A bill that would exempt haredi men from conscription threatened to bring down the coalition earlier this year.

Haredi soldier (photo credit: MARC ISRAEL SELLEM/THE JERUSALEM POST)
Haredi soldier
(photo credit: MARC ISRAEL SELLEM/THE JERUSALEM POST)
An IDF-approved bill for haredi military conscription is almost ready, Defense Minister Avigdor Liberman said at the Knesset on Monday.
“We’re near the end,” Liberman said at a meeting of his Yisrael Beytenu faction, expressing confidence in the Defense Ministry’s committee drafting the legislation. The Defense Minister would not say what he expects the bill to entail.
Liberman’s remarks came as United Torah Judaism threatened to exit the coalition, which could spark an election if the government does not pass a law to the its satisfaction.
A letter from Health Minister and UTJ chairman Ya’acov Litzman and Knesset Finance Committee chairman Moshe Gafni to Prime Minister Benjamin Netanyahu pointed out that the premier said a new bill would be proposed by the Defense Ministry within a month of the Knesset summer session’s start on April 30. Despite your many concerns, we wish to turn your attention to an important and elementary matter that is dearer to us than all else,” Litzman and Gafni wrote on Wednesday.

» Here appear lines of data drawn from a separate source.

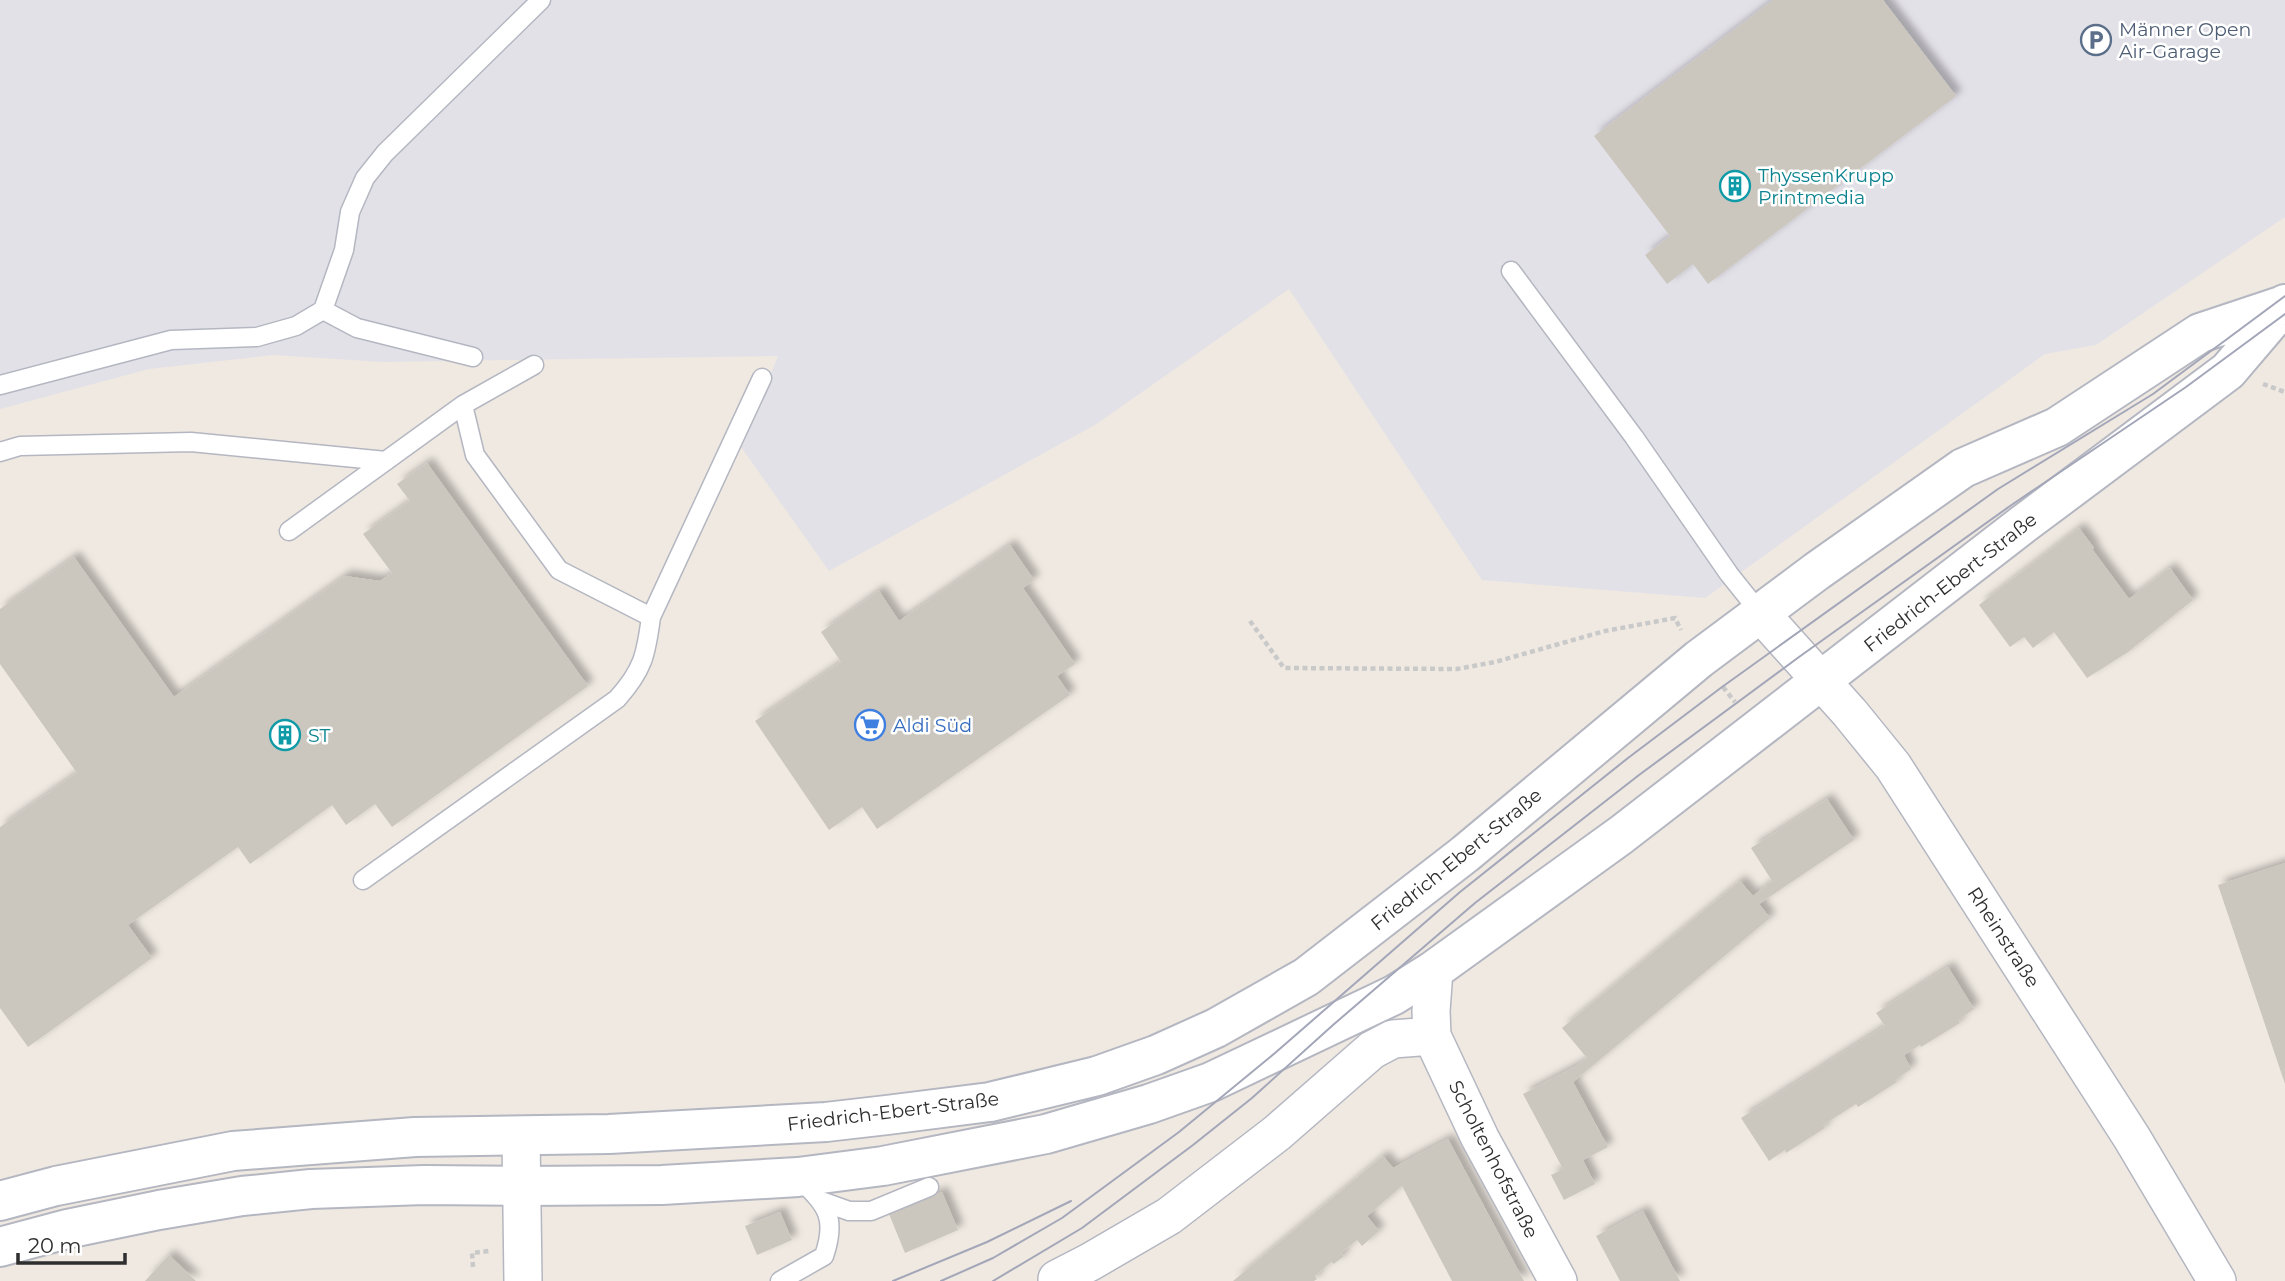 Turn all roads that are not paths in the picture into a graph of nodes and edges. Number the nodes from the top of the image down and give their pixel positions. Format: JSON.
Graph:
{"nodes":[{"id":1,"x":541,"y":0,"type":"edge"},
{"id":2,"x":1511,"y":271,"type":"dead end"},
{"id":3,"x":2285,"y":304,"type":"edge"},
{"id":4,"x":323,"y":310,"type":"junction"},
{"id":5,"x":473,"y":357,"type":"dead end"},
{"id":6,"x":534,"y":365,"type":"dead end"},
{"id":7,"x":762,"y":378,"type":"dead end"},
{"id":8,"x":0,"y":384,"type":"edge"},
{"id":9,"x":463,"y":405,"type":"junction"},
{"id":10,"x":0,"y":452,"type":"edge"},
{"id":11,"x":386,"y":461,"type":"junction"},
{"id":12,"x":289,"y":531,"type":"dead end"},
{"id":13,"x":1761,"y":614,"type":"junction"},
{"id":14,"x":651,"y":617,"type":"junction"},
{"id":15,"x":1821,"y":682,"type":"junction"},
{"id":16,"x":363,"y":880,"type":"dead end"},
{"id":17,"x":1434,"y":970,"type":"junction"},
{"id":18,"x":1432,"y":1036,"type":"junction"},
{"id":19,"x":521,"y":1136,"type":"junction"},
{"id":20,"x":523,"y":1186,"type":"junction"},
{"id":21,"x":929,"y":1187,"type":"dead end"},
{"id":22,"x":809,"y":1189,"type":"junction"},
{"id":23,"x":0,"y":1201,"type":"edge"},
{"id":24,"x":0,"y":1247,"type":"edge"},
{"id":25,"x":1097,"y":1272,"type":"edge"},
{"id":26,"x":1057,"y":1279,"type":"dead end"},
{"id":27,"x":523,"y":1281,"type":"edge"},
{"id":28,"x":780,"y":1281,"type":"edge"},
{"id":29,"x":1558,"y":1281,"type":"edge"},
{"id":30,"x":2217,"y":1281,"type":"edge"}],
"edges":[{"from":1,"to":4,"type":"lane"},
{"from":2,"to":13,"type":"lane"},
{"from":3,"to":13,"type":"main road","name":"Friedrich-Ebert-Straße"},
{"from":3,"to":15,"type":"main road","name":"Friedrich-Ebert-Straße"},
{"from":4,"to":5,"type":"lane"},
{"from":4,"to":8,"type":"lane"},
{"from":6,"to":9,"type":"lane"},
{"from":7,"to":14,"type":"lane"},
{"from":9,"to":11,"type":"lane"},
{"from":9,"to":14,"type":"lane"},
{"from":10,"to":11,"type":"lane"},
{"from":11,"to":12,"type":"lane"},
{"from":13,"to":15,"type":"street","name":"Rheinstraße"},
{"from":13,"to":19,"type":"main road","name":"Friedrich-Ebert-Straße"},
{"from":14,"to":16,"type":"lane"},
{"from":15,"to":17,"type":"main road","name":"Friedrich-Ebert-Straße"},
{"from":15,"to":30,"type":"street","name":"Rheinstraße"},
{"from":17,"to":18,"type":"street"},
{"from":17,"to":22,"type":"main road","name":"Friedrich-Ebert-Straße"},
{"from":18,"to":25,"type":"street"},
{"from":18,"to":29,"type":"street","name":"Scholtenhofstraße"},
{"from":19,"to":20,"type":"street"},
{"from":19,"to":23,"type":"main road","name":"Friedrich-Ebert-Straße"},
{"from":20,"to":22,"type":"main road","name":"Friedrich-Ebert-Straße"},
{"from":20,"to":24,"type":"main road","name":"Friedrich-Ebert-Straße"},
{"from":20,"to":27,"type":"street"},
{"from":21,"to":22,"type":"lane"},
{"from":22,"to":28,"type":"lane"},
{"from":25,"to":26,"type":"street"}]} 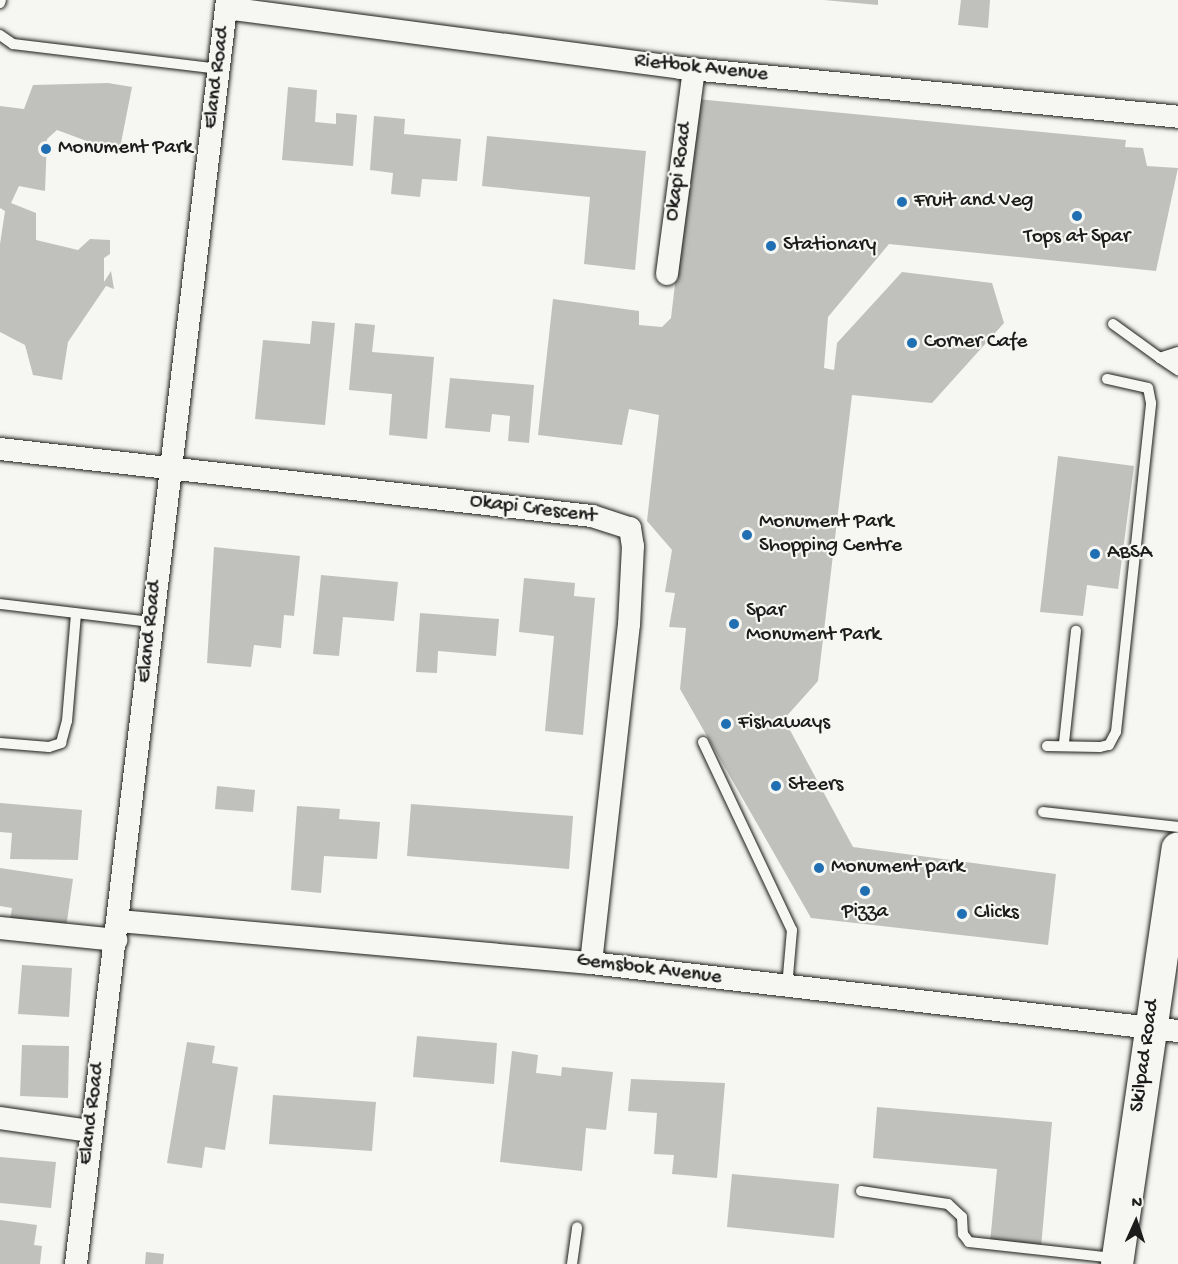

Implying that the fate of the coalition depends on the conscription law, they added: “We are now coming to the end of three years since this government, led by you, was formed... The central issue without which we would not have joined the coalition is regulating the status of yeshiva students regarding the enlistment laws. If it weren’t for the article in the coalition agreement about the status of yeshiva students, we would not have been partners in this coalition, and that is the instruction for the future, as well. We are full of hope that what was promised will be fulfilled, and we expect your response.”
Gafni and Litzman said Netanyahu assured that “in the state of the Jews there will not be a limitation on who can study Torah.”
In September 2017, the High Court of Justice overturned the government’s broad exemptions for full-time haredi yeshiva students from serving in the army, and told the government to pass a new law within a year.
In March, the coalition was in crisis over the matter, with Liberman insisting it only pass a law approved by the Defense Ministry. In an eventual compromise, the coalition voted for a Shas bill, which is supposed to be merged with the Defense Ministry bill Liberman agreed would be submitted by the month’s end.